── Given records ──
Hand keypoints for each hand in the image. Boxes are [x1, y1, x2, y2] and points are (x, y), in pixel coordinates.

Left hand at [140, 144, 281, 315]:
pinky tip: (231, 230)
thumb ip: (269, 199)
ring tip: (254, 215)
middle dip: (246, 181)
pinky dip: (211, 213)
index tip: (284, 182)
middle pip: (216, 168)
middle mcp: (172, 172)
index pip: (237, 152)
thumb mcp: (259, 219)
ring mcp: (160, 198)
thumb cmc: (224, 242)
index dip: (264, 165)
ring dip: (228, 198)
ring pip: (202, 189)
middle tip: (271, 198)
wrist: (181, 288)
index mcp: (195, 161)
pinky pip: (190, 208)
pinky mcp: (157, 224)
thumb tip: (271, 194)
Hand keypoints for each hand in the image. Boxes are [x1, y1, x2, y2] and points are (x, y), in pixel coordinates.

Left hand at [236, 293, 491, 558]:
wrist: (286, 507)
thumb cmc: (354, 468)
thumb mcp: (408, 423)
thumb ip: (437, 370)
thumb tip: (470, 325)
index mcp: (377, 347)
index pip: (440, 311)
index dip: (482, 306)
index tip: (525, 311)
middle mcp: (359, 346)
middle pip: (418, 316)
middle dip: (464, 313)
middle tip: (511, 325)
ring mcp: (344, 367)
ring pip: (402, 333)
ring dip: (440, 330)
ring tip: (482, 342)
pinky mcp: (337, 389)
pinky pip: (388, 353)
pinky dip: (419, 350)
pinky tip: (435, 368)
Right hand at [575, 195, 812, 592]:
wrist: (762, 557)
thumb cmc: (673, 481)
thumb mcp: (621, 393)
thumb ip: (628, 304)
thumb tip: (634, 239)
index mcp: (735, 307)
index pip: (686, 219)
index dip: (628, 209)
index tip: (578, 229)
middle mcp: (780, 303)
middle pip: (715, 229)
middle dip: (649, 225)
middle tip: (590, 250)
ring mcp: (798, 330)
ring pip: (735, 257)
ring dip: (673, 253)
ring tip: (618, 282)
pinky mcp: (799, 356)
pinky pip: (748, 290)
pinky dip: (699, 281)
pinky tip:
───
Task description:
Output exactly the span of lines beginning at the first line of the records and ending at the line that holds "middle mcp: (172, 172)", inclusive, with no other text.

Completed exercise:
Hand keypoints for each hand in the image. Boxes are [x1, y1, x2, y2] and points are (x, y), in pixel coordinates.

Left hand at [140, 144, 281, 315]:
pinky tip: (231, 230)
thumb ip: (269, 199)
ring tip: (254, 215)
middle dip: (246, 181)
pinky dip: (211, 213)
index tip: (284, 182)
middle pip: (216, 168)
middle mcp: (172, 172)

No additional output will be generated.